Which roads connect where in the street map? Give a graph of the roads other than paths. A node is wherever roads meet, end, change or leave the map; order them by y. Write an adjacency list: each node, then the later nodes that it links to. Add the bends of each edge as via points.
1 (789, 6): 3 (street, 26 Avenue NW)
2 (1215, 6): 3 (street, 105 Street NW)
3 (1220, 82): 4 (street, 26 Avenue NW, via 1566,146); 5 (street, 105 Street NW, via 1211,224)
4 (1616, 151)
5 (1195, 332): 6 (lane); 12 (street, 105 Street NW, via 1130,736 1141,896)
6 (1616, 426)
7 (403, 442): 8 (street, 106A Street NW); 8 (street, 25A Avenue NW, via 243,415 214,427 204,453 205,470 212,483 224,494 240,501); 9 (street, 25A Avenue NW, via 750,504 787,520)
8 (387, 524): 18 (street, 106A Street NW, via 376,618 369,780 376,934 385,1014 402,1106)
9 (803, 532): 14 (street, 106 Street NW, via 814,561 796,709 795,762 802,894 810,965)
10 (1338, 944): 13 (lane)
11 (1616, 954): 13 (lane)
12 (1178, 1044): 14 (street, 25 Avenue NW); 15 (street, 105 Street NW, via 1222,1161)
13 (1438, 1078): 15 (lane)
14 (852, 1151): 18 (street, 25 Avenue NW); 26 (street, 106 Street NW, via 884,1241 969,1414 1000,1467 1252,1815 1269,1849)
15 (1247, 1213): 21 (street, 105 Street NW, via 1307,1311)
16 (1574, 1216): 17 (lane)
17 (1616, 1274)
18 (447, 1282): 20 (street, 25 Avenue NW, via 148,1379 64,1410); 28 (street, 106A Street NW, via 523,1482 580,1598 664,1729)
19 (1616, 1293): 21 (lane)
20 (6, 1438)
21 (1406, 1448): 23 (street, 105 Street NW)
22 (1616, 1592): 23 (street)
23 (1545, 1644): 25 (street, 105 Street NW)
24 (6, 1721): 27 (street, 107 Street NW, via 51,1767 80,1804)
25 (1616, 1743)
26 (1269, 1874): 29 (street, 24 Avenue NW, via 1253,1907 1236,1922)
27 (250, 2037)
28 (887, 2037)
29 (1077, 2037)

◇ ◇ ◇ ◇ ◇

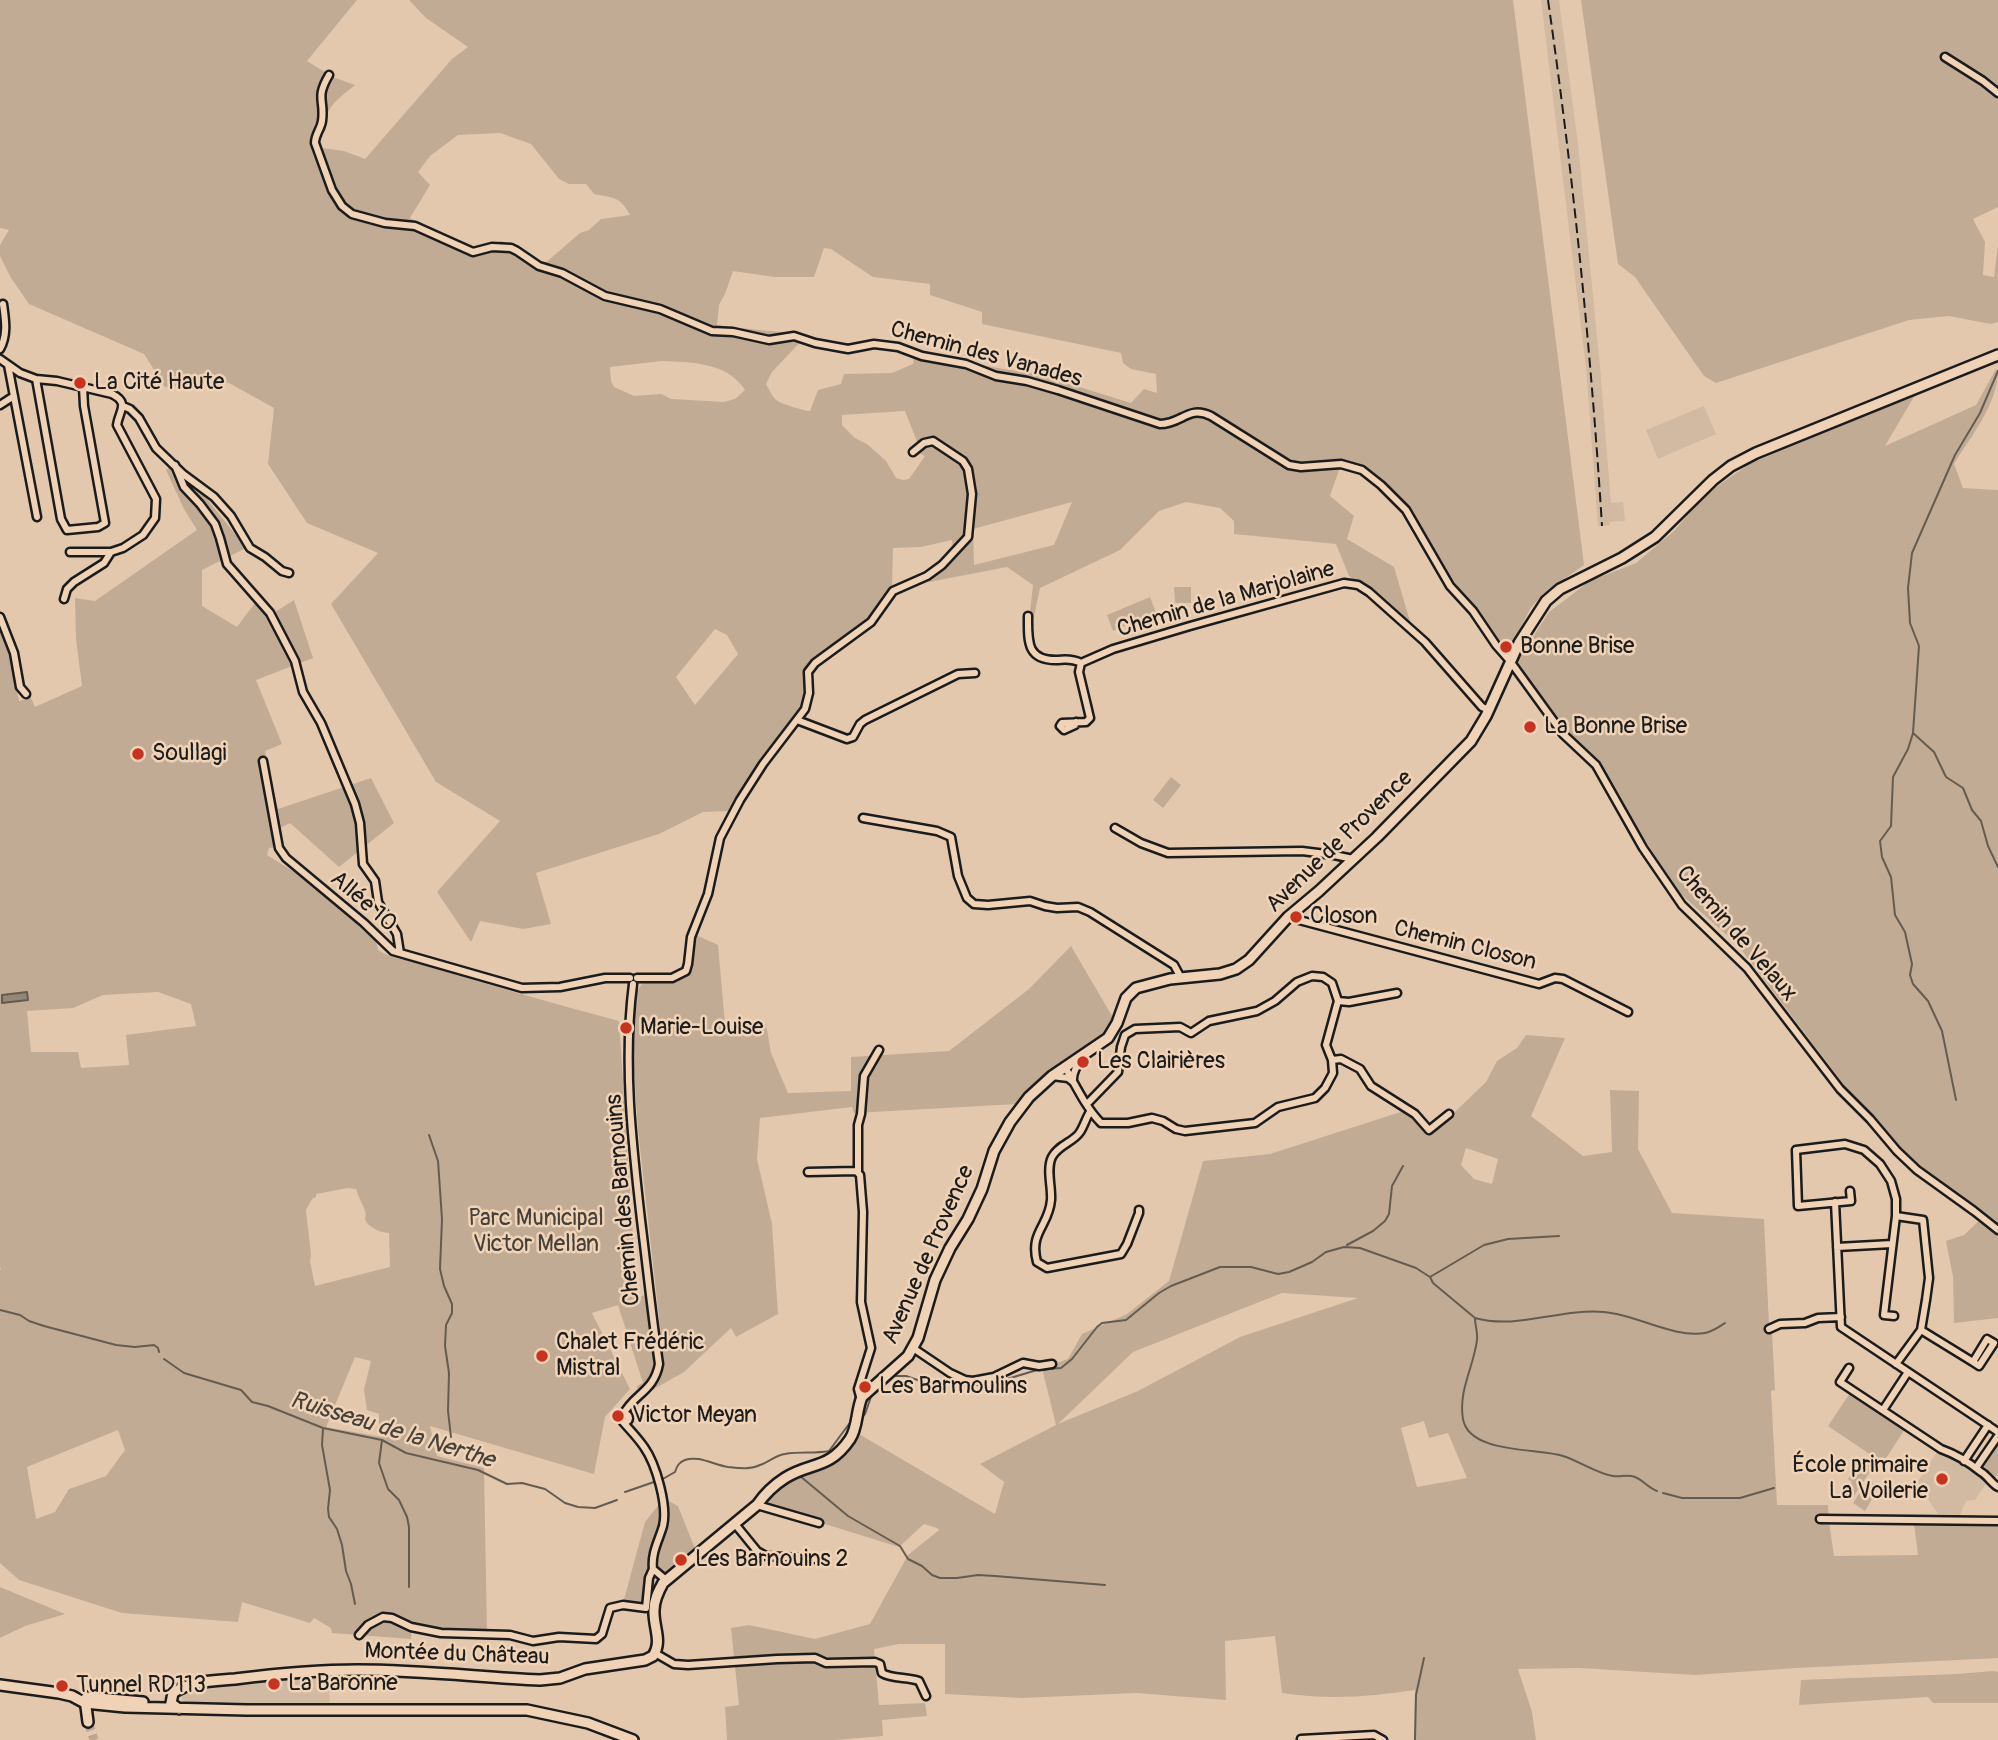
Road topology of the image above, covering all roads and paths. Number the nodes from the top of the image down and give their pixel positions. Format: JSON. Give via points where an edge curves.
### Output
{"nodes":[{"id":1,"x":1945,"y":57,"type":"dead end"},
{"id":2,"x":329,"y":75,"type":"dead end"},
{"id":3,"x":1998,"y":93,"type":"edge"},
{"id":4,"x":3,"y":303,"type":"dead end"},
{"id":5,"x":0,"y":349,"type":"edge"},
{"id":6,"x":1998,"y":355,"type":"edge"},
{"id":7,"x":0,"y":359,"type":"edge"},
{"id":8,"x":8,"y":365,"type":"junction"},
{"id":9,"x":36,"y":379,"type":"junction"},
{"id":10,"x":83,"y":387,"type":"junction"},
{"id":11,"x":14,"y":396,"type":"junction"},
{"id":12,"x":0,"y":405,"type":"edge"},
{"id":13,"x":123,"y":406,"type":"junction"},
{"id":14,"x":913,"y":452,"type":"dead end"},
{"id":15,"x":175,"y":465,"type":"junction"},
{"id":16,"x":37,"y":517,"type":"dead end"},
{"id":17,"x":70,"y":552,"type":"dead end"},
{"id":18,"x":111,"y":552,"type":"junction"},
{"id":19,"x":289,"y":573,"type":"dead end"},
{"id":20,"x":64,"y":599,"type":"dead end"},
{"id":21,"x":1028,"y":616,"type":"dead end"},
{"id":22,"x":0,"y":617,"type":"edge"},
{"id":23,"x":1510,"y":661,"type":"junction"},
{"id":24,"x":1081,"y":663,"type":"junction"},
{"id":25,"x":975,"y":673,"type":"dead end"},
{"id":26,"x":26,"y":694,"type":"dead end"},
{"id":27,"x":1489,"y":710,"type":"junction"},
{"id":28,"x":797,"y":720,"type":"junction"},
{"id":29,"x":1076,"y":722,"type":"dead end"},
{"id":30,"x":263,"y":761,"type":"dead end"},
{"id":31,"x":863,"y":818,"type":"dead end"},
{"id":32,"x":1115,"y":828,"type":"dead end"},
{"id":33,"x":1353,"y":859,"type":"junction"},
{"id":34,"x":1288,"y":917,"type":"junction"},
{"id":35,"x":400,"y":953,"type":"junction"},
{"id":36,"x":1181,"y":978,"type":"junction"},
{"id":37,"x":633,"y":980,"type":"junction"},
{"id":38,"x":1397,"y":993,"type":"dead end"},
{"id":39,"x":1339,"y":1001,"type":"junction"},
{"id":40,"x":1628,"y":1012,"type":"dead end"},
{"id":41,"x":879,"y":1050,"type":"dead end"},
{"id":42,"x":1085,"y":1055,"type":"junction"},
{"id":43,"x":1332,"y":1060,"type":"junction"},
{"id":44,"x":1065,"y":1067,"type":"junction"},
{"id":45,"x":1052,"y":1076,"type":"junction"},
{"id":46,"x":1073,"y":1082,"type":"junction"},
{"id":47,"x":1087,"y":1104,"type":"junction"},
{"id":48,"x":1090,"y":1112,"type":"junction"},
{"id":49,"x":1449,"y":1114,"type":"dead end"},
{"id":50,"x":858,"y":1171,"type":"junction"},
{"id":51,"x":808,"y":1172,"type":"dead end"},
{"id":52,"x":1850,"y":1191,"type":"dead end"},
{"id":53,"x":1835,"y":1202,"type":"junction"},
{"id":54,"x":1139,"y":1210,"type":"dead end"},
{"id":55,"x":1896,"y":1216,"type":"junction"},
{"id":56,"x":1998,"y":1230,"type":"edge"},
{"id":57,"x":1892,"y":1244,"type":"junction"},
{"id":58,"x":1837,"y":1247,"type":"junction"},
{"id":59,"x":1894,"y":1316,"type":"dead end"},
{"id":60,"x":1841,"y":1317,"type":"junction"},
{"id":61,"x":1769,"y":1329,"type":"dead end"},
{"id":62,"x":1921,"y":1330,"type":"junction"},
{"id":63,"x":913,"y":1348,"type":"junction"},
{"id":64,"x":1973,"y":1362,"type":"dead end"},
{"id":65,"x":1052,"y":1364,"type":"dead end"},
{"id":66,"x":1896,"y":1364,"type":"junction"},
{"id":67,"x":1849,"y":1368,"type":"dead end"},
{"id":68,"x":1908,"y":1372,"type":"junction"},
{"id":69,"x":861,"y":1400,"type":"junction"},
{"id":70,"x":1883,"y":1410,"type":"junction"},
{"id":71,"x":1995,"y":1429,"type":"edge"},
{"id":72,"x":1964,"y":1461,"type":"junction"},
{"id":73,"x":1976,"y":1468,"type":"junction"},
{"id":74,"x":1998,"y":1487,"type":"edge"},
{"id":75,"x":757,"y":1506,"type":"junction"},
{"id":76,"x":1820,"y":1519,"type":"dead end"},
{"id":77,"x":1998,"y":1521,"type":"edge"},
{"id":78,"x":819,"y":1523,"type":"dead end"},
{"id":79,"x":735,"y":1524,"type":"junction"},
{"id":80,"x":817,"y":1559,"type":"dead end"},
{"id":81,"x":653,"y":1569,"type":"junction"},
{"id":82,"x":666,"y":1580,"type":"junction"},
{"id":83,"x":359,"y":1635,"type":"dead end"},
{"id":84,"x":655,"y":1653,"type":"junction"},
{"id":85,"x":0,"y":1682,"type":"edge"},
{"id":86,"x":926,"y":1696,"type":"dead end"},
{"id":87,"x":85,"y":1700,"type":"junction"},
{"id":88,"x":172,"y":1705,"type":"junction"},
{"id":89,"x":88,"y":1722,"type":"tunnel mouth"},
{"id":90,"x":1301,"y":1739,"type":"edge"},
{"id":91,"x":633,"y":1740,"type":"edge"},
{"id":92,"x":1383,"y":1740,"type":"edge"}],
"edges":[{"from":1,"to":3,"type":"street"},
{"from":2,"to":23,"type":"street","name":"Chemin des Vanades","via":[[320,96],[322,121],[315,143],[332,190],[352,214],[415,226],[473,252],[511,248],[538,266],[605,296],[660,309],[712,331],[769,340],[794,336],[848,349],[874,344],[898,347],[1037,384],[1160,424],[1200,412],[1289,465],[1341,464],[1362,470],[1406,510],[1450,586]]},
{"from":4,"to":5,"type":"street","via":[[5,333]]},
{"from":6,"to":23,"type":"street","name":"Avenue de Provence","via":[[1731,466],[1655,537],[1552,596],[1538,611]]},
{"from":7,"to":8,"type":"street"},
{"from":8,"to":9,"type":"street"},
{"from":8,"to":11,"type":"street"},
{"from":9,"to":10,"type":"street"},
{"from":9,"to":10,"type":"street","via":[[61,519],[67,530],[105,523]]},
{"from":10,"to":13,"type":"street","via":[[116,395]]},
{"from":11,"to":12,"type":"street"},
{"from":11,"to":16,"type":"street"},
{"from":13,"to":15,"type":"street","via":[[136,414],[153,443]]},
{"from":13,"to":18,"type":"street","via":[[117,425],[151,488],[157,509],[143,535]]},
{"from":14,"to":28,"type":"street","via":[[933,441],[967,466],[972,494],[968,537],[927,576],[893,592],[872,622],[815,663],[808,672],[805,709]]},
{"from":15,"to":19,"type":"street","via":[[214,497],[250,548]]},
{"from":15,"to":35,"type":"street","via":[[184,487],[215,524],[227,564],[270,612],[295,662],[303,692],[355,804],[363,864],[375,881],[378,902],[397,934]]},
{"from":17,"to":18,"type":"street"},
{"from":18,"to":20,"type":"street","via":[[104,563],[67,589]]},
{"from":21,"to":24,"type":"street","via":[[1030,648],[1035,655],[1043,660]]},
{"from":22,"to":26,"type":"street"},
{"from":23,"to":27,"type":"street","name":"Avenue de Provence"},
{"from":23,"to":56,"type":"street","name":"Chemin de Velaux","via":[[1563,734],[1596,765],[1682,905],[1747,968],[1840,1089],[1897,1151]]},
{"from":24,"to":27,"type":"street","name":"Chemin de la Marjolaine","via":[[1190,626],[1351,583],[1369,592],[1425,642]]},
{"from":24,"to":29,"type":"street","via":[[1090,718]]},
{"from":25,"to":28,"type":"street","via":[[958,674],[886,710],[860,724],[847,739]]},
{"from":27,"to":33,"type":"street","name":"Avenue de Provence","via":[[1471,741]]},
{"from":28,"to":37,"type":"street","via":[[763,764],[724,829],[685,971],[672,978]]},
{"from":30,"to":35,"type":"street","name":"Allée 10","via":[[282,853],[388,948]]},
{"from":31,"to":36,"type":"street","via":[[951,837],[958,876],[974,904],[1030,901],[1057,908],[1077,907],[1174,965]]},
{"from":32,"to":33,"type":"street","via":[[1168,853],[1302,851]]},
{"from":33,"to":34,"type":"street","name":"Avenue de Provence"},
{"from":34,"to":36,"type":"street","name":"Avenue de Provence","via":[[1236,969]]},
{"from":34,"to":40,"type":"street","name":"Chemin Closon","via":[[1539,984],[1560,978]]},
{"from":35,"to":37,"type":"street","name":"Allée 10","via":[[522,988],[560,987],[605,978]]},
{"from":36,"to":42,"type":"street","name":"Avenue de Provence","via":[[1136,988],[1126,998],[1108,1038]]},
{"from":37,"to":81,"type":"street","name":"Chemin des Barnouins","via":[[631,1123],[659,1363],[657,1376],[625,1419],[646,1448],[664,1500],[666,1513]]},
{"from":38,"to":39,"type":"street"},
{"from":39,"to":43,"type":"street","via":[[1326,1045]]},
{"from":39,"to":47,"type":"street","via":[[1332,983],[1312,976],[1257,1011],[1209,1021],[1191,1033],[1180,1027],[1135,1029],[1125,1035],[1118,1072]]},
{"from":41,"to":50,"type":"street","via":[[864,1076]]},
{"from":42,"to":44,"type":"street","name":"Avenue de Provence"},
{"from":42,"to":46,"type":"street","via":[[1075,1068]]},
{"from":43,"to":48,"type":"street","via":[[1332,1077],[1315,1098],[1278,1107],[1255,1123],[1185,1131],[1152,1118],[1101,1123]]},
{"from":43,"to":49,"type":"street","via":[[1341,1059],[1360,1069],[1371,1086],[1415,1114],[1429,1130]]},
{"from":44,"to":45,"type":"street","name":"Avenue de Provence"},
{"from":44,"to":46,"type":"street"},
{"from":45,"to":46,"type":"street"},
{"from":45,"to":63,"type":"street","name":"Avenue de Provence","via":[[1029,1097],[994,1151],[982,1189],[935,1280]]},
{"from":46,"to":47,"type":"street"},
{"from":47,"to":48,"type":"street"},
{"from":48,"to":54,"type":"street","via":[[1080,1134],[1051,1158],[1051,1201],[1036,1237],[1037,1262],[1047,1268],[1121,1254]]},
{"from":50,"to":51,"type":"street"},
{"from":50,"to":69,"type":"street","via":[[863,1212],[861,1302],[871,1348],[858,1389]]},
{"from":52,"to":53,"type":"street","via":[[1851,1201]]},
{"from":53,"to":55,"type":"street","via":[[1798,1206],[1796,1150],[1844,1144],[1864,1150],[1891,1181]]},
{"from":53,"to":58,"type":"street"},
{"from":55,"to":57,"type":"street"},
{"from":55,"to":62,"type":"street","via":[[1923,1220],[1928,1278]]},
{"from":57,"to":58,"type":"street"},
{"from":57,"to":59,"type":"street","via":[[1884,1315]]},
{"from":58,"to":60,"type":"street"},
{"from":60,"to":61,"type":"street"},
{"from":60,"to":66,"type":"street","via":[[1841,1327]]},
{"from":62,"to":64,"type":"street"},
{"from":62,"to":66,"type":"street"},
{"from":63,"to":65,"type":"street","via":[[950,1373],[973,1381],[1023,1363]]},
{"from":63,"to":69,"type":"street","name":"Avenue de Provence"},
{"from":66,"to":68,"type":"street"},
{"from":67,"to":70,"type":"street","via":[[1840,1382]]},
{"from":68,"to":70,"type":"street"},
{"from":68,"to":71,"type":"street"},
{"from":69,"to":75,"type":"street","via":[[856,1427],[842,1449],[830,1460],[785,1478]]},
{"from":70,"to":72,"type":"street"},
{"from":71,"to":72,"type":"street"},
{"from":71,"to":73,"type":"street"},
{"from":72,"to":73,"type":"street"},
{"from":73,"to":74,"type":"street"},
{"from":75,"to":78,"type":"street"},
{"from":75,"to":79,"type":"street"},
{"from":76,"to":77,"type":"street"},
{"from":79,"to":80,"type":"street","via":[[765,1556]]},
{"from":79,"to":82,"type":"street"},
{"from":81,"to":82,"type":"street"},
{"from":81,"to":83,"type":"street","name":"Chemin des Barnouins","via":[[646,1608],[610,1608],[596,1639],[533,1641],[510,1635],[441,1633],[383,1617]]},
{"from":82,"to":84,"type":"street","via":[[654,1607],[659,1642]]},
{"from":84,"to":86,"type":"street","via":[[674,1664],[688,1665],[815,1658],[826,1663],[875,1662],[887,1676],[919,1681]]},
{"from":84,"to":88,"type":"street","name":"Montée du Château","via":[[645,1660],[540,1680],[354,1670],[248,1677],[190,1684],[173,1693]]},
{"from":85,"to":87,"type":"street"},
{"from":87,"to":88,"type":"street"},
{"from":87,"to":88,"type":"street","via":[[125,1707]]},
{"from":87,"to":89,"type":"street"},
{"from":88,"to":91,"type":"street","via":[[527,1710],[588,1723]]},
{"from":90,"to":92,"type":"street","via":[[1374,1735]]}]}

◇ ◇ ◇ ◇ ◇

> [ABOUT THIS TASK] Every line of the listing above that contains "Allée" is to be copied.

> [WORKED SOLUTION]
{"from":30,"to":35,"type":"street","name":"Allée 10","via":[[282,853],[388,948]]},
{"from":35,"to":37,"type":"street","name":"Allée 10","via":[[522,988],[560,987],[605,978]]},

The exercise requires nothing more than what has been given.